┌──
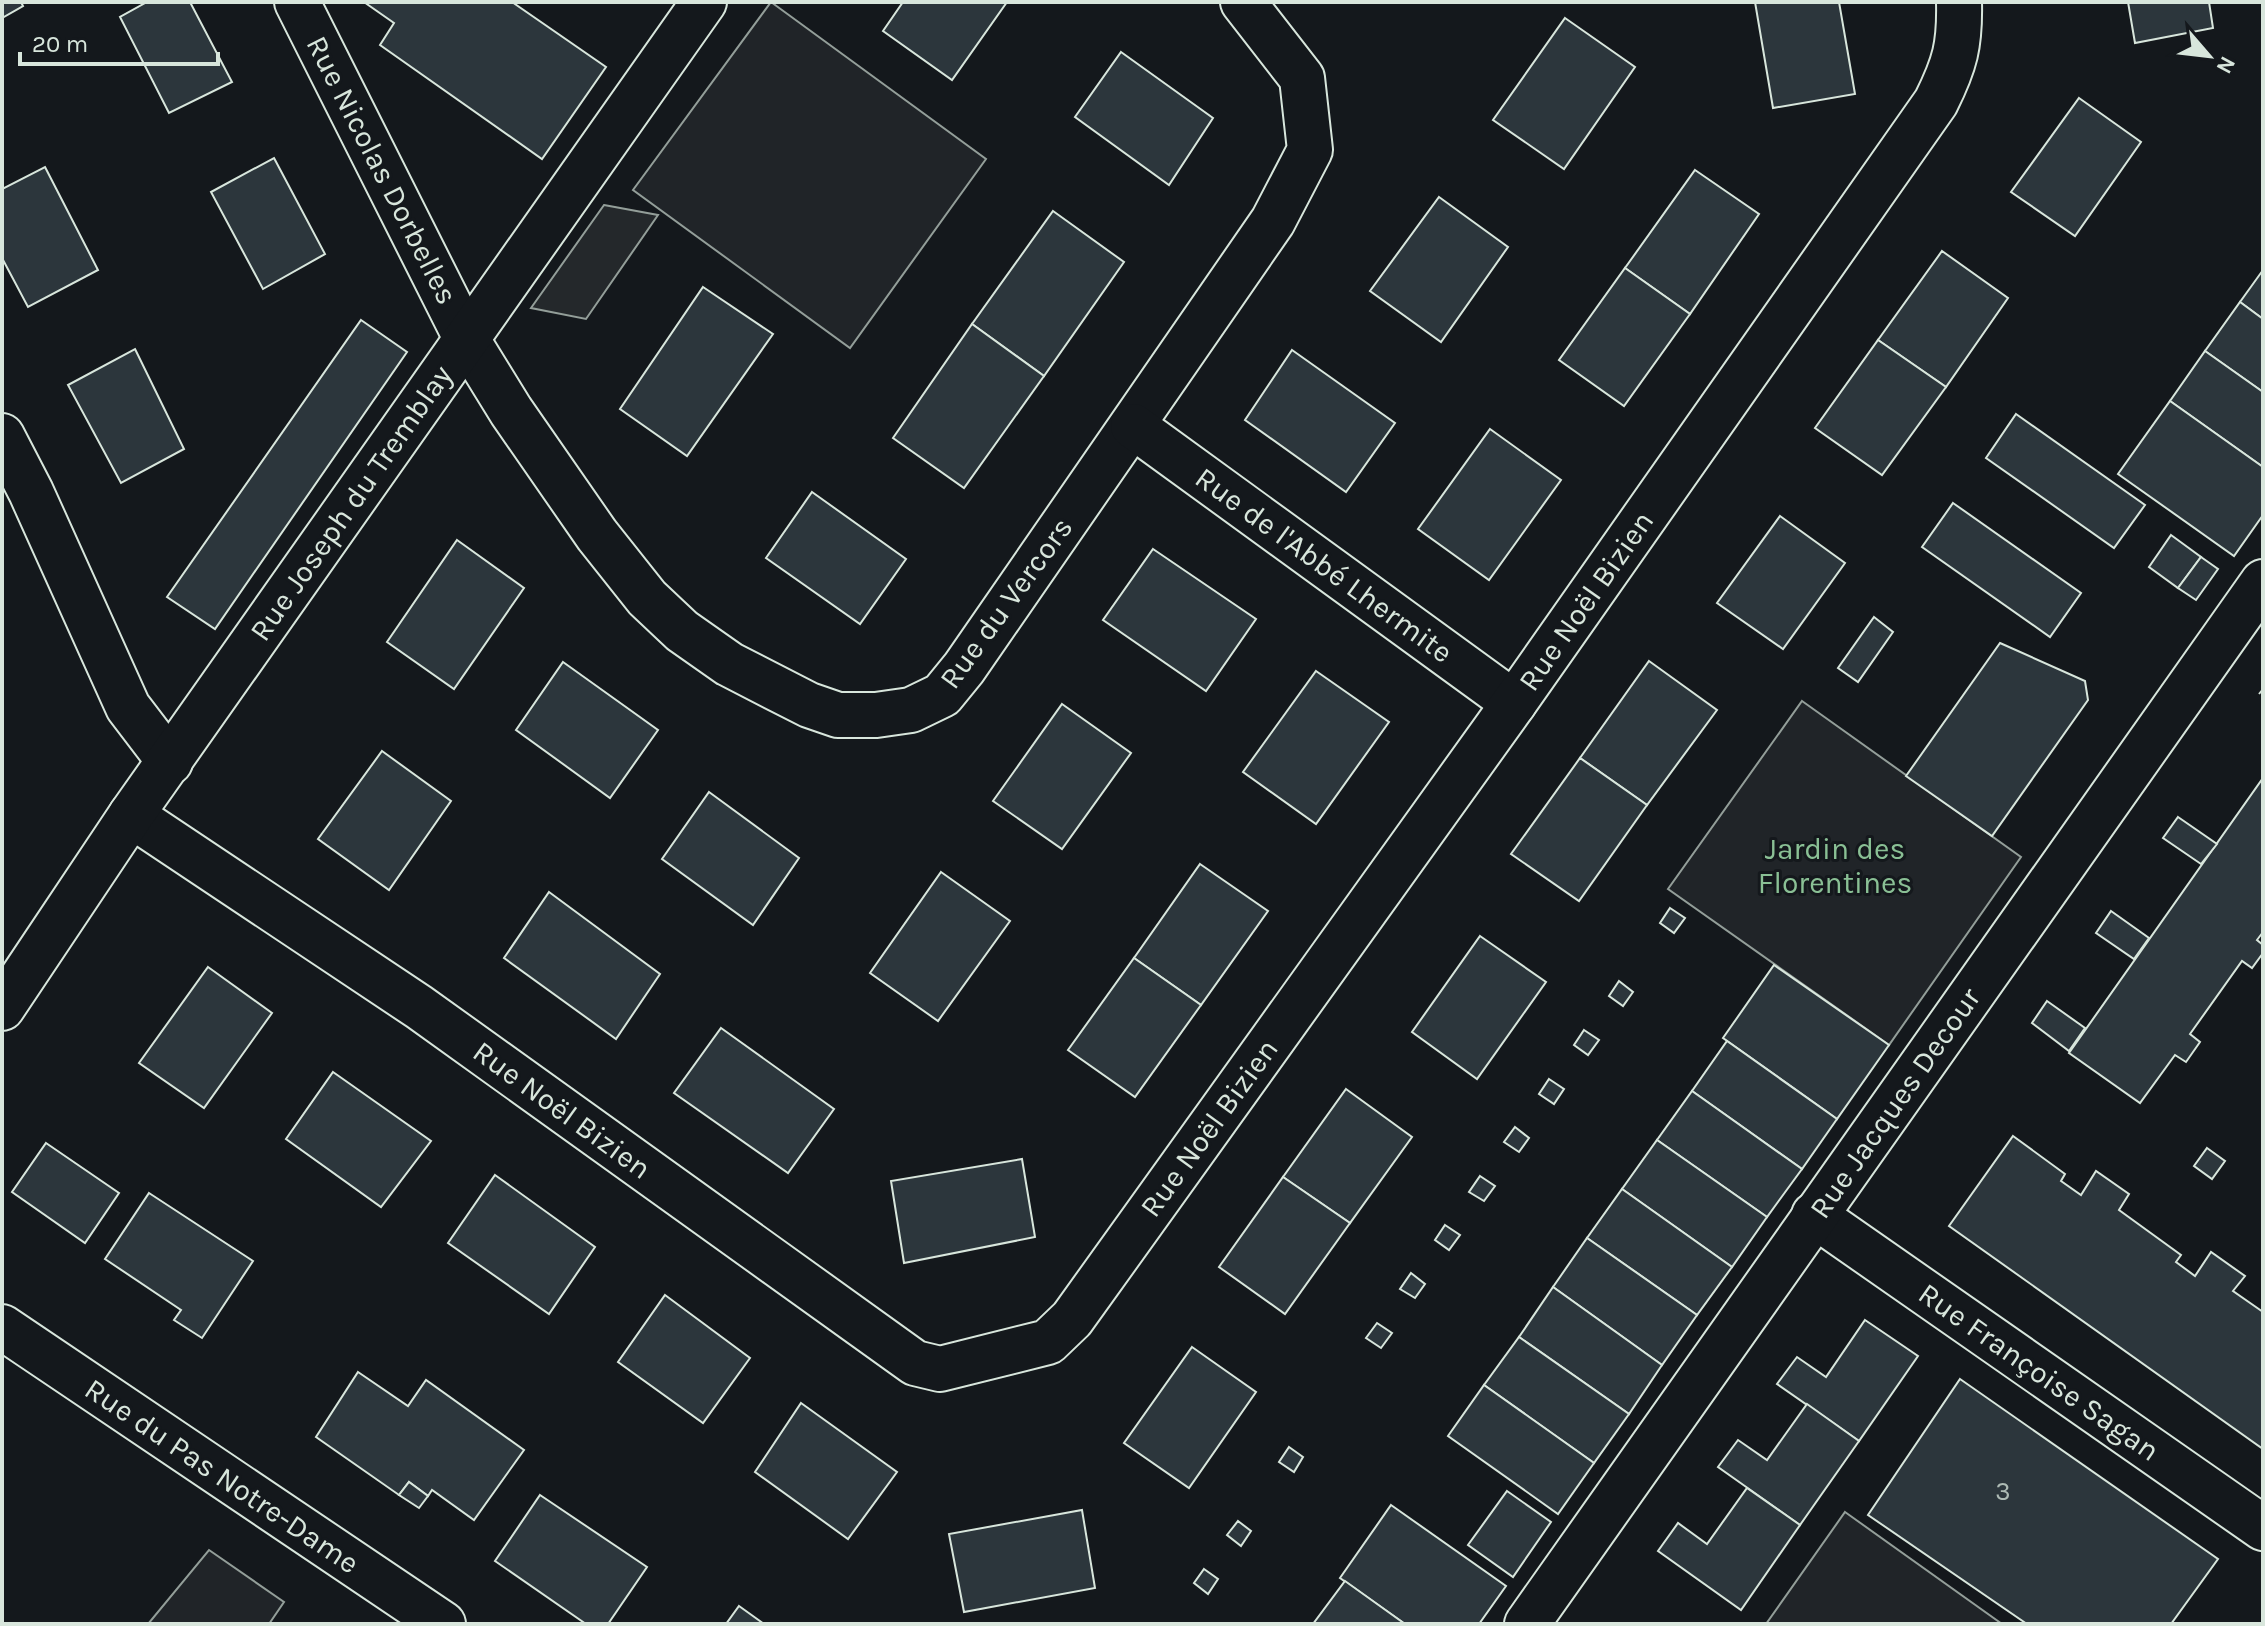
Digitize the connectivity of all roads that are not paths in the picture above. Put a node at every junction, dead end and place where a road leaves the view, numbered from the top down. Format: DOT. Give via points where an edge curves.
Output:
graph roads {
  1 [pos="297,2"];
  2 [pos="704,2"];
  3 [pos="1243,2"];
  4 [pos="1959,2"];
  5 [pos="466,338"];
  6 [pos="1133,426"];
  7 [pos="2,436"];
  8 [pos="2263,582"];
  9 [pos="1514,703"];
  10 [pos="170,762"];
  11 [pos="131,815"];
  12 [pos="2,1008"];
  13 [pos="1814,1215"];
  14 [pos="2,1327"];
  15 [pos="2263,1528"];
  16 [pos="443,1624"];
  17 [pos="1527,1624"];
  1 -- 5 [label="street, Rue Nicolas Dorbelles"];
  2 -- 5 [label="street, Rue Joseph du Tremblay"];
  3 -- 6 [label="street, Rue du Vercors" via="1302,78 1310,150 1273,221"];
  4 -- 9 [label="street, Rue Noël Bizien" via="1960,40 1936,102"];
  5 -- 6 [label="street, Rue du Vercors" via="519,423 647,598 729,664 838,715 911,710 942,695"];
  5 -- 10 [label="street, Rue Joseph du Tremblay"];
  6 -- 9 [label="street, Rue de l'Abbé Lhermite"];
  7 -- 10 [label="street" via="128,707"];
  8 -- 13 [label="street, Rue Jacques Decour"];
  9 -- 11 [label="street, Rue Noël Bizien" via="1072,1319 1048,1342 940,1369 915,1363 888,1347 419,1007"];
  10 -- 11 [label="street, Rue Joseph du Tremblay"];
  11 -- 12 [label="street, Rue Joseph du Tremblay"];
  13 -- 15 [label="street, Rue Françoise Sagan"];
  13 -- 17 [label="street, Rue Jacques Decour"];
  14 -- 16 [label="street, Rue du Pas Notre-Dame"];
}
└──
- _Exercise goal_: Copy each line in the entries above where "Decour" turns up.

- _Solved exercise_:
  8 -- 13 [label="street, Rue Jacques Decour"];
  13 -- 17 [label="street, Rue Jacques Decour"];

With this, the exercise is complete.